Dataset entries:
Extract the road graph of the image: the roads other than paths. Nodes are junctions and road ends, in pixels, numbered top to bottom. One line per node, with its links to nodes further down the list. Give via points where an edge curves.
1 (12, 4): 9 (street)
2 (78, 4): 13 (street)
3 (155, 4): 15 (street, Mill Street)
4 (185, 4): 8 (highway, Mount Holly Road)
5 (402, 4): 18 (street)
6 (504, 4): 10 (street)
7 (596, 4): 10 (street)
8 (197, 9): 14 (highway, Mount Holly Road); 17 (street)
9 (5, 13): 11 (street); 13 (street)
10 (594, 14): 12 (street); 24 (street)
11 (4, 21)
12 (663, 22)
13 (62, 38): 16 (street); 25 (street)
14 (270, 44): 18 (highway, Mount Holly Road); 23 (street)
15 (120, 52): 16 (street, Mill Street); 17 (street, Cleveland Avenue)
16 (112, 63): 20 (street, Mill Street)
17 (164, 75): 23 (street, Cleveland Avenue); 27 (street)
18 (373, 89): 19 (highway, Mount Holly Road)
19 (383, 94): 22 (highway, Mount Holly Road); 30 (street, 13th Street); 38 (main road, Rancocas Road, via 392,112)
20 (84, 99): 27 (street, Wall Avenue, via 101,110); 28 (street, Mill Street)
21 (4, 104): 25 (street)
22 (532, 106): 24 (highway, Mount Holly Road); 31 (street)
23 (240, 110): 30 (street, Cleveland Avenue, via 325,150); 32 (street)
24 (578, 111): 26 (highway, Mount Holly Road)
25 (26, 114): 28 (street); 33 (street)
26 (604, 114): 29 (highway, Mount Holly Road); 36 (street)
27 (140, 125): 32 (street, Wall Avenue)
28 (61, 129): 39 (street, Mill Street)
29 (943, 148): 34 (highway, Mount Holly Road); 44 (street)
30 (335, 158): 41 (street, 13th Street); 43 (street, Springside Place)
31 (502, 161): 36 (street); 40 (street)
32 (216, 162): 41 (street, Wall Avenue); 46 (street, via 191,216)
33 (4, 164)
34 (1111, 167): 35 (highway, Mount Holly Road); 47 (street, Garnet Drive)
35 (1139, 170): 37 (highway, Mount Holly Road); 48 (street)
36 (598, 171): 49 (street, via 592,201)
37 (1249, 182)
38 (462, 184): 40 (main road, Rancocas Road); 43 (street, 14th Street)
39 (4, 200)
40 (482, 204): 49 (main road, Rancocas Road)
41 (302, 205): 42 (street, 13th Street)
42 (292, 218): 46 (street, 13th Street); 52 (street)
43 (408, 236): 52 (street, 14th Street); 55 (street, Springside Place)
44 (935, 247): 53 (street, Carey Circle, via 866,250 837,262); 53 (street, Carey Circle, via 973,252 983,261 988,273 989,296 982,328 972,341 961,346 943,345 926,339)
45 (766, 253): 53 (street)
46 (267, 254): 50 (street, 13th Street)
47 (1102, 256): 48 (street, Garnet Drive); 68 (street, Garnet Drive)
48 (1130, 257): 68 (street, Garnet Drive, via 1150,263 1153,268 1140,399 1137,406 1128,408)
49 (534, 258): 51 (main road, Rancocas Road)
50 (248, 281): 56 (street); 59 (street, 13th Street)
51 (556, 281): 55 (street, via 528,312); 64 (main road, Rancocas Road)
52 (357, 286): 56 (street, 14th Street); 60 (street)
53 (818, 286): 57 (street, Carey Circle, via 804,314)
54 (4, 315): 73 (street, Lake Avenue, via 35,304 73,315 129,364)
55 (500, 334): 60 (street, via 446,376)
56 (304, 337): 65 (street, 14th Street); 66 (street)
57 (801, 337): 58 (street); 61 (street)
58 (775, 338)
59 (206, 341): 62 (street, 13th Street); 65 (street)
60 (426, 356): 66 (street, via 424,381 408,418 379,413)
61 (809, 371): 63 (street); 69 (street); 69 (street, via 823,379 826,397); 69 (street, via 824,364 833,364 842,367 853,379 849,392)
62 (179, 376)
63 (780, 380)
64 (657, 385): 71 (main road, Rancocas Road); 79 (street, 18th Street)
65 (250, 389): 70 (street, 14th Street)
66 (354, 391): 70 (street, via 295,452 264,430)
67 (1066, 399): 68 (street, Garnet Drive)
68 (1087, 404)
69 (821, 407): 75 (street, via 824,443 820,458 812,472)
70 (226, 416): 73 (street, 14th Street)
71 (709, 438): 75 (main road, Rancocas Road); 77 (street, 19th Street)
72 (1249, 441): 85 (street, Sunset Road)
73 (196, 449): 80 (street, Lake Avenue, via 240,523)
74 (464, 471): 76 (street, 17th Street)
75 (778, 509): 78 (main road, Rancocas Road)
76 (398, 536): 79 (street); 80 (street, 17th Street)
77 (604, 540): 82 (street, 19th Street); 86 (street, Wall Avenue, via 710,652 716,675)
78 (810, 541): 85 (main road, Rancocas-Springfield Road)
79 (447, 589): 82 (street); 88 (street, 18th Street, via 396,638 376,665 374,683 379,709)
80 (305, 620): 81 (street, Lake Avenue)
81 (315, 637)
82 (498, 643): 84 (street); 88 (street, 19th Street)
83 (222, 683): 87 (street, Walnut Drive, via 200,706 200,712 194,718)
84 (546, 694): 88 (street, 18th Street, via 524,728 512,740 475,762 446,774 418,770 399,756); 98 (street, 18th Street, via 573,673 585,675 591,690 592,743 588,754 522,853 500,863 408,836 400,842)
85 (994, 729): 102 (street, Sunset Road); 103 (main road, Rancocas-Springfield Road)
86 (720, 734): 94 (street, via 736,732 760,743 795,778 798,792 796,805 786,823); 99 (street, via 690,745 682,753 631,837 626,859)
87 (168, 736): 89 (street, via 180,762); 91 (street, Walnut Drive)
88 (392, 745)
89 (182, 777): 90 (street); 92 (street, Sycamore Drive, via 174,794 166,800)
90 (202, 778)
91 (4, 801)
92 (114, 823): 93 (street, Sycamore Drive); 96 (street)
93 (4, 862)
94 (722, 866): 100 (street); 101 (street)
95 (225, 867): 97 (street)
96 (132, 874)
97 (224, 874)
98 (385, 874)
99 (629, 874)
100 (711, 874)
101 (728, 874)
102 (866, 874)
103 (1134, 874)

Activity: Line by line, check the data above for the word "Walnut" and state how many lines contain it. Give only the number.

Solution to the problem: 2